Outre le taux d’assurance-chômage applicable, les URSSAF transmettront à l’employeur la liste des personnes concernées par des ruptures imputées à l’entreprise avec inscription sur la liste des demandeurs d’emploi, en plus des autres informations nécessaires à son calcul (nombre de ruptures imputées, effectif moyen annuel, taux de séparation, etc.). Cette mesure s’appliquera aux taux notifiés aux employeurs pour les périodes d’emploi courant depuis le 1er septembre 2022.

> Un seul contrat court pour remplacer plusieurs salariés absents

Pour mémoire, lorsqu’un salarié est engagé sous CDD pour remplacer successivement ou simultanément plusieurs salariés, il doit être conclu avec lui autant de contrats écrits qu’il y a de salariés remplacés, sous peine de requalification du CDD en CDI.

La loi « Marché du travail » réactive une mesure expérimentale qui avait pris fin en décembre 2020, permettant la conclusion d’un seul contrat précaire pour remplacer plusieurs salariés absents successivement ou simultanément.

Cette mesure a pour objectif de favoriser des durées d’emploi plus longues et de limiter le recours au temps partiel.

À titre expérimental (pendant deux ans à compter de la publication du décret), les employeurs pourront conclure un seul contrat à durée déterminée (CDD) ou un seul contrat de mission pour remplacer plusieurs salariés. Le décret du 12 avril 2023 fixe les secteurs autorisés à mettre en œuvre l’expérimentation, entre autres : secteur sanitaire, social et médico-social, les services à la personne, la propreté et le nettoyage, le transport routier ou encore les industries alimentaires.

Toutefois, il est rappelé que ces dispositions ne peuvent avoir ni pour objet ni pour effet de pourvoir durablement un emploi lié à l’activité normale et permanente de l’entreprise.

> Comité social économique (CSE) : réécriture des conditions légales d’électorat et d’éligibilité

Les salariés assimilés à l’employeur, c’est-à-dire ceux qui disposaient d’une délégation écrite d’autorité leur permettant d’être assimilés à l’employeur, ceux qui représentaient l’employeur devant les institutions représentatives du personnel ou qui représentaient l’employeur dans les relations avec les salariés directement, étaient jusqu’alors exclus des salariés électeurs et éligibles.
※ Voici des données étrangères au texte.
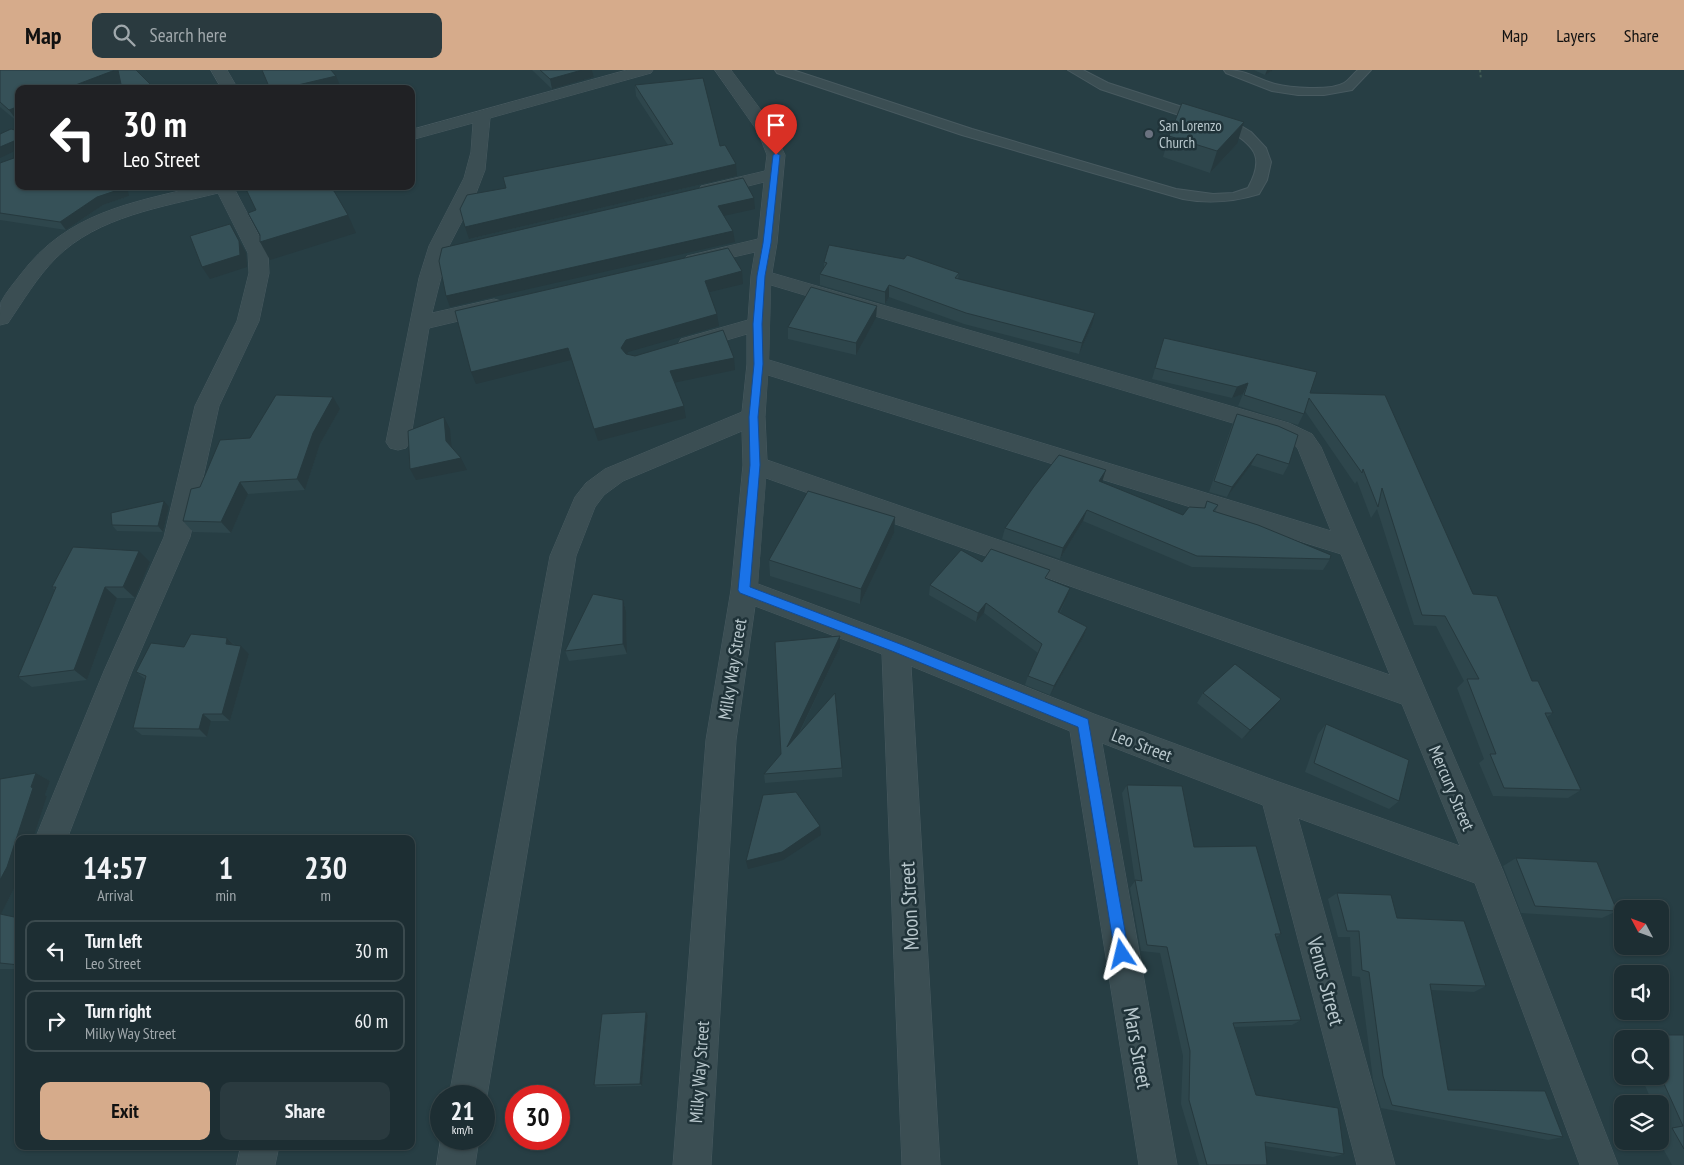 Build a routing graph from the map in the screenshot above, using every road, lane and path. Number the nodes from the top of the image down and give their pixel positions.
1 (219, 70) edge
2 (645, 70) edge
3 (723, 70) edge
4 (781, 70) edge
5 (1074, 70) edge
6 (1230, 70) edge
7 (1365, 70) edge
8 (1480, 70) edge
9 (1481, 80) dead end
10 (228, 85) edge
11 (482, 116) junction
12 (415, 135) edge
13 (775, 174) junction
14 (209, 190) edge
15 (226, 190) edge
16 (688, 195) edge
17 (767, 243) junction
18 (671, 265) edge
19 (761, 276) junction
20 (516, 301) edge
21 (0, 318) edge
22 (420, 323) junction
23 (758, 324) junction
24 (670, 349) edge
25 (758, 364) junction
26 (753, 417) junction
27 (398, 442) dead end
28 (755, 465) junction
29 (1352, 547) junction
30 (744, 590) junction
31 (896, 647) junction
32 (1412, 695) junction
33 (1084, 723) junction
34 (1276, 796) junction
35 (53, 835) edge
36 (1487, 871) junction
37 (470, 1085) edge
38 (259, 1150) edge
39 (458, 1150) edge
40 (256, 1165) edge
41 (456, 1165) edge
42 (692, 1165) edge
43 (921, 1165) edge
44 (1158, 1165) edge
45 (1376, 1165) edge
46 (1599, 1165) edge

1 - 10 street
2 - 11 street
3 - 13 street, Milky Way Street
4 - 5 lane
6 - 7 lane
8 - 9 path
11 - 12 street
11 - 22 street
13 - 16 street
13 - 17 street, Milky Way Street
14 - 21 street
15 - 35 street
17 - 18 street
17 - 19 street, Milky Way Street
19 - 23 street, Milky Way Street
19 - 29 street, Mercury Street
20 - 22 street
22 - 27 street
23 - 24 street
23 - 25 street, Milky Way Street
25 - 26 street, Milky Way Street
25 - 29 street
26 - 28 street, Milky Way Street
26 - 37 street
28 - 30 street, Milky Way Street
28 - 32 street
29 - 32 street, Mercury Street
30 - 31 street, Leo Street
30 - 42 street, Milky Way Street
31 - 33 street, Leo Street
31 - 43 street, Moon Street
32 - 36 street, Mercury Street
33 - 34 street, Leo Street
33 - 44 street, Mars Street
34 - 36 street, Leo Street
34 - 45 street, Venus Street
36 - 46 street, Mercury Street
38 - 40 street
39 - 41 street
L’article L2314-18 du Code du travail a été réécrit afin d’accorder la qualité d’électeur « à l’ensemble des salariés ».

Le mot « ensemble » permet d’englober tous les salariés, sans distinction par rapport à la nature des fonctions occupées, et donc d’ouvrir le droit de vote aux salariés assimilés à l’employeur.

Attention toutefois, car ces salariés, bien qu’électeurs, restent inéligibles en raison des attributions qui leur sont déléguées, ou s’ils représentent l’employeur devant les instances représentatives du personnel (CSE).